⟨

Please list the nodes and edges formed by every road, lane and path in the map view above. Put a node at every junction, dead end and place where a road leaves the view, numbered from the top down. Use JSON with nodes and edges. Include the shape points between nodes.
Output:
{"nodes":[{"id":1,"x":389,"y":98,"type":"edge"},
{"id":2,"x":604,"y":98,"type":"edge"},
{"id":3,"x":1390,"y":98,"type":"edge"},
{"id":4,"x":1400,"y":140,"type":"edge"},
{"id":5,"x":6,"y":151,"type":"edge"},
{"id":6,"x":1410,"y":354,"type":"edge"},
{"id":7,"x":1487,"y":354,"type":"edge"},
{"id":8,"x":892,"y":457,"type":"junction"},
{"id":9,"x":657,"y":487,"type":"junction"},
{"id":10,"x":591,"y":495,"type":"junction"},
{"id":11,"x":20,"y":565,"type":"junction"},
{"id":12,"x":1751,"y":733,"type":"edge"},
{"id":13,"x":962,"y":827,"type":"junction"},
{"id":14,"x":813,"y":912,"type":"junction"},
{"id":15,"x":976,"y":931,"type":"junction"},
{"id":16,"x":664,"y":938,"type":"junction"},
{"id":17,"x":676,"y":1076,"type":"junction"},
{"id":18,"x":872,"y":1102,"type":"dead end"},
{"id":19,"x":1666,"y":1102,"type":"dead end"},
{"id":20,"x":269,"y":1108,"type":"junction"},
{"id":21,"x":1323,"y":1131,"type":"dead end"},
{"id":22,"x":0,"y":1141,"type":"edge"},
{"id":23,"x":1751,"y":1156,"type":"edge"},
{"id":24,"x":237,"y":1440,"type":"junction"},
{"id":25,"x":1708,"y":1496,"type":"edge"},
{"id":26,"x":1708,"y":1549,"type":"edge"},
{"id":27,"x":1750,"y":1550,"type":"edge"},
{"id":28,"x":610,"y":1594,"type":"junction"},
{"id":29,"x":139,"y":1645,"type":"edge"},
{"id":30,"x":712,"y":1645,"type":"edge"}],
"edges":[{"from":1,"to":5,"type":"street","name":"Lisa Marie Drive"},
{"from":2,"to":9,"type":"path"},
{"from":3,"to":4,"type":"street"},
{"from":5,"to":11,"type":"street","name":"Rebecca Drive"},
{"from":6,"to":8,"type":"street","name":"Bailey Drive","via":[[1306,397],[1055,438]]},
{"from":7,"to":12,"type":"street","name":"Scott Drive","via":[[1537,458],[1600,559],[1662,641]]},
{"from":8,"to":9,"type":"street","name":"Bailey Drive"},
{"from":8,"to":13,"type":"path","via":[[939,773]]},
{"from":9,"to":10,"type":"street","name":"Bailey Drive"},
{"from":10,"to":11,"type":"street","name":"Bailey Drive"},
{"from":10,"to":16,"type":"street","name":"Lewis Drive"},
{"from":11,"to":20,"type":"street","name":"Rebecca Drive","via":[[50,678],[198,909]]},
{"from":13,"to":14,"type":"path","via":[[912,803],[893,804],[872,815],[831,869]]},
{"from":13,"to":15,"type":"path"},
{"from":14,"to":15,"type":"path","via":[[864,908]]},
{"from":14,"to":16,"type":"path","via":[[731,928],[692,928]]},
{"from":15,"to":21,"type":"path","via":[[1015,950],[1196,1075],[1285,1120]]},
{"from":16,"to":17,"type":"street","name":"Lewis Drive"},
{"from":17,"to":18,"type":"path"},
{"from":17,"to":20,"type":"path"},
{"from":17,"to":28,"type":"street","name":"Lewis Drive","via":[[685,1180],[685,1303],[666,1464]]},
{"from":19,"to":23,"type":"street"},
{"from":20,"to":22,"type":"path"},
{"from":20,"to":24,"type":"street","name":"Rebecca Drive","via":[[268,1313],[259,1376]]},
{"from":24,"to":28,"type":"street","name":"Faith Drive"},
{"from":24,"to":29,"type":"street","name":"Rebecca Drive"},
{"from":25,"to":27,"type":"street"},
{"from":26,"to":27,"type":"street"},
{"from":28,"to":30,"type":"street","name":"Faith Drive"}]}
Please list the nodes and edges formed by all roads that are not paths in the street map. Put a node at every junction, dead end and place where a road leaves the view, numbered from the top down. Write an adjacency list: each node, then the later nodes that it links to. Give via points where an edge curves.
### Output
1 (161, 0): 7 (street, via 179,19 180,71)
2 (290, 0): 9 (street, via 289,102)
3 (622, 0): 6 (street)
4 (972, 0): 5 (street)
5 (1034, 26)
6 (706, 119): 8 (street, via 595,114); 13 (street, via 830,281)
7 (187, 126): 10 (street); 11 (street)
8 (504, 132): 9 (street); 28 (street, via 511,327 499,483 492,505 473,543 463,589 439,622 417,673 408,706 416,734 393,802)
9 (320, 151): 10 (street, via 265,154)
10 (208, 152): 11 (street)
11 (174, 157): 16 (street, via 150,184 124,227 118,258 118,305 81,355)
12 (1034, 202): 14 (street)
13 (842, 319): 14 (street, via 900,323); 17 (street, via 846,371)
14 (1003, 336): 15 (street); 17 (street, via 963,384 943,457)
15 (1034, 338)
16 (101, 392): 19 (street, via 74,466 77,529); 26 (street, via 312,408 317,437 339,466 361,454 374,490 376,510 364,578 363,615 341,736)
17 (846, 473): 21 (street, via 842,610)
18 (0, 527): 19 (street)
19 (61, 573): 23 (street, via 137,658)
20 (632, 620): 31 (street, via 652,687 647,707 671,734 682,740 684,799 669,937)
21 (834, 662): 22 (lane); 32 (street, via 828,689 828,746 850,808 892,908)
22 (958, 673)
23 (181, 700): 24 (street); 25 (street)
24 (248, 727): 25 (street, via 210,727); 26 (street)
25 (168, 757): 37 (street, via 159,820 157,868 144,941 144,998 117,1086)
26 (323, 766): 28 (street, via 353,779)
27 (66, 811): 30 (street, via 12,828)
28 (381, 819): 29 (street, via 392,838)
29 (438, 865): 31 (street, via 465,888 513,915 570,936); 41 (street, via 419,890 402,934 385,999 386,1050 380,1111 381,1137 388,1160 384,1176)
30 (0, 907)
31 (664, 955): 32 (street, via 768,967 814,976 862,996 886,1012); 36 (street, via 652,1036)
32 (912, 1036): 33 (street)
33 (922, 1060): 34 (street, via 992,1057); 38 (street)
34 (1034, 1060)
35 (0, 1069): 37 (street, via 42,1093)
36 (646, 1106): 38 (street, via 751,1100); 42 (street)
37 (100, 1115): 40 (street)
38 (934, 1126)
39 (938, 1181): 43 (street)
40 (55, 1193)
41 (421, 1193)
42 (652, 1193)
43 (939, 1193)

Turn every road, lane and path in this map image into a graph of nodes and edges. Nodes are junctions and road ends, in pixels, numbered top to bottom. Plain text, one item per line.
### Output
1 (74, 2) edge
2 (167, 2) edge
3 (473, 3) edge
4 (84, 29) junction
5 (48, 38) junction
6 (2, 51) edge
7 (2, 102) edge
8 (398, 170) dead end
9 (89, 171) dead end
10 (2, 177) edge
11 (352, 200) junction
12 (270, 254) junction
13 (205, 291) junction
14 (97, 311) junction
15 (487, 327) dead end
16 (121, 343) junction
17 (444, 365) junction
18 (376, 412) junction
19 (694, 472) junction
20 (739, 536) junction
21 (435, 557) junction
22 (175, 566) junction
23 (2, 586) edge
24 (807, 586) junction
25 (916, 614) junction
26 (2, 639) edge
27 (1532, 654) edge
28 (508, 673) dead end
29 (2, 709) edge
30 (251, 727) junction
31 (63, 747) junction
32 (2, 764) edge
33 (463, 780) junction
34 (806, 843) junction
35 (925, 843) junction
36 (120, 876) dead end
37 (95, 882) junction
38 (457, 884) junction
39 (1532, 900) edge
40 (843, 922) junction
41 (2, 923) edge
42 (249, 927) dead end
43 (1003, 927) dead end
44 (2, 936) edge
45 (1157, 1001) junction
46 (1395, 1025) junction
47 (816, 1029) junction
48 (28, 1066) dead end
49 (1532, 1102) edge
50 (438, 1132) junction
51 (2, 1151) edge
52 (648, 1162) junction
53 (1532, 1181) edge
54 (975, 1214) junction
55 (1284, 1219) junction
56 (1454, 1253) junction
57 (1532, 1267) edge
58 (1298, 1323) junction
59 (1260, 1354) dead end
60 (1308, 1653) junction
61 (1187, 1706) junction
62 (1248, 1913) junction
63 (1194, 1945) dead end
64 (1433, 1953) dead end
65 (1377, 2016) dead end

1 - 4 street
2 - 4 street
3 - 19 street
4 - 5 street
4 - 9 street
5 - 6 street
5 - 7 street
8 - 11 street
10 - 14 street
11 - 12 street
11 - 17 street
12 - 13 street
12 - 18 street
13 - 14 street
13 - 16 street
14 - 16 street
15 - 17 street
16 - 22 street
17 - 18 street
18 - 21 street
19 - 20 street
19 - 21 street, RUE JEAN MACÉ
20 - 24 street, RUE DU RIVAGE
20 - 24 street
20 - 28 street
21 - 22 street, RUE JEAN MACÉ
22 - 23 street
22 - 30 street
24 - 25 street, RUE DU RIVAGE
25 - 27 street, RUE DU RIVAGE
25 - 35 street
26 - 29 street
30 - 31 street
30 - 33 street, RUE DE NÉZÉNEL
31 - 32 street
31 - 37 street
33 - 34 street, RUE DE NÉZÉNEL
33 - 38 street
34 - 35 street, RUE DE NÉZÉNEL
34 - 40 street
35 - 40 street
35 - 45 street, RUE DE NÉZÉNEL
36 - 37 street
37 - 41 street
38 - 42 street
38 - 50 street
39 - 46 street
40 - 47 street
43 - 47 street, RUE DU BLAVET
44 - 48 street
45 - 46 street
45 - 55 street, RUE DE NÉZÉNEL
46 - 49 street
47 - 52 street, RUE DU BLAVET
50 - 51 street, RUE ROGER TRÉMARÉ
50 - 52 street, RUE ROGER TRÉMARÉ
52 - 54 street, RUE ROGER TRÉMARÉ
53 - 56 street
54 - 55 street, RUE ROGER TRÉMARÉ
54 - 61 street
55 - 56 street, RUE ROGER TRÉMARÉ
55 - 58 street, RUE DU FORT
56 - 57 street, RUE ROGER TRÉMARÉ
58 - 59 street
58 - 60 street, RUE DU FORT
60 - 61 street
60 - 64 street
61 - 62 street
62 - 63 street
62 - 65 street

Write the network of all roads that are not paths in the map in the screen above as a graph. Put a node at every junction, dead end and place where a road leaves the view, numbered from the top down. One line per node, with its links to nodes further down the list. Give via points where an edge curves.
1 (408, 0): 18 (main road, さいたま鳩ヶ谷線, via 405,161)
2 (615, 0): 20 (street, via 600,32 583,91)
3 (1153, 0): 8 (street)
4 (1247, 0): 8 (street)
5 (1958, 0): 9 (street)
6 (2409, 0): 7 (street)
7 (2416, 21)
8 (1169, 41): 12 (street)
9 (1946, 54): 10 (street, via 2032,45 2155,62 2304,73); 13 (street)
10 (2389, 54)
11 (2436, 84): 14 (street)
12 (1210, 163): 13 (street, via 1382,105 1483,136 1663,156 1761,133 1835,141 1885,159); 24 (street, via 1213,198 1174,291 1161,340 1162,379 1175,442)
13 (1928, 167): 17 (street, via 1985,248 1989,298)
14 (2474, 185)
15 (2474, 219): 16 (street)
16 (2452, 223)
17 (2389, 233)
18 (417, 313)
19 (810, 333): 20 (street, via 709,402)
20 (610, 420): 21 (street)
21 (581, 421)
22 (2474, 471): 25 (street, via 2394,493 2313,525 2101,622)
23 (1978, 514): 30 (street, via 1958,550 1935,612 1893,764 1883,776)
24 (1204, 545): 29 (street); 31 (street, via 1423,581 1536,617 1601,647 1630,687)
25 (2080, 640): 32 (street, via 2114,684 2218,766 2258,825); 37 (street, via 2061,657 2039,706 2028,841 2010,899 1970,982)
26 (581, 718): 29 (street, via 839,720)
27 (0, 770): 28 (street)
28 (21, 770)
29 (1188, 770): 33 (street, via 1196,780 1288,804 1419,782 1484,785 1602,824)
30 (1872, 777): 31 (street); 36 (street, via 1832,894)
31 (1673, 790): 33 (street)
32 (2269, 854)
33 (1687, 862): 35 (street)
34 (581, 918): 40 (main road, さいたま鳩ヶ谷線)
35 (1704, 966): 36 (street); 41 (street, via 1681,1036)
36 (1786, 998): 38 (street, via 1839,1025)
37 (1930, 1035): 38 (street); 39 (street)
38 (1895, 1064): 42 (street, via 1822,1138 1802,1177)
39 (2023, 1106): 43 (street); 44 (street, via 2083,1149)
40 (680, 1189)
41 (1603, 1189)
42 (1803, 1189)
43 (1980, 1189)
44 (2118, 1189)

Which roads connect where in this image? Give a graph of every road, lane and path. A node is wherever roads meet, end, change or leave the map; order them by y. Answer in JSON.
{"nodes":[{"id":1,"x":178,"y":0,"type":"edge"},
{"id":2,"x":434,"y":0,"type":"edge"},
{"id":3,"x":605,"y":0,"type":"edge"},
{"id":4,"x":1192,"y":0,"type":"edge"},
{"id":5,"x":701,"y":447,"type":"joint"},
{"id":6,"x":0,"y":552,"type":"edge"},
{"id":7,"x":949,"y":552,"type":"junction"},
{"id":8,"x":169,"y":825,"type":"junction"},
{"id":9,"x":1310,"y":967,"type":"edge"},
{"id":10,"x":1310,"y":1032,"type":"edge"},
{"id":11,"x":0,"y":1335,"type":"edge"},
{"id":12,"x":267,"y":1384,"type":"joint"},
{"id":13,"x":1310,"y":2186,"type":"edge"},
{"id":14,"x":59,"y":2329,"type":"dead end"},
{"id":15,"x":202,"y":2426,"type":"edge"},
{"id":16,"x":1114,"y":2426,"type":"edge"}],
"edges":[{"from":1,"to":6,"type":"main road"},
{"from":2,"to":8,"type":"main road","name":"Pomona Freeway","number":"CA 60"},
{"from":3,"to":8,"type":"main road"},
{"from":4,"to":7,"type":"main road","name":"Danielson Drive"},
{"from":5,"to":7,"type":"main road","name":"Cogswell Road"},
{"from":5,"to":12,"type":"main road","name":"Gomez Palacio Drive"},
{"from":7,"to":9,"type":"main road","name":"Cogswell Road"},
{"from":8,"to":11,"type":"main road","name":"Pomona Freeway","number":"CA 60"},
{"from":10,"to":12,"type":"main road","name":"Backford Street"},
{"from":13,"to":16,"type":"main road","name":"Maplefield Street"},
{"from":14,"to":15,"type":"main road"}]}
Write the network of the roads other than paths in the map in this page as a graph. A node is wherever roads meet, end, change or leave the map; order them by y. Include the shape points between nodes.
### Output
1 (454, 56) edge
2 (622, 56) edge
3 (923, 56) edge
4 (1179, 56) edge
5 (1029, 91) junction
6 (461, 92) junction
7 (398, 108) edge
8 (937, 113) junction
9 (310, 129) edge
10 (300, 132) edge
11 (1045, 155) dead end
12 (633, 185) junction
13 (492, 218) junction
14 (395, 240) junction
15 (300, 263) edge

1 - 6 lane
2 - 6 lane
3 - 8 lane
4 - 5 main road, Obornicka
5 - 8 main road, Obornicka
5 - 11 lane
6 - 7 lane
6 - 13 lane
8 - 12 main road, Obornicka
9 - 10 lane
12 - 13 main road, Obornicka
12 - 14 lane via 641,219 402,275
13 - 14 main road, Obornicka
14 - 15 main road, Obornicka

⟩

■ What the exercise asks
In the listing above, some lines may hold the string "さいたま鳩ヶ谷線". Report how many, and nothing more.

■ Response
2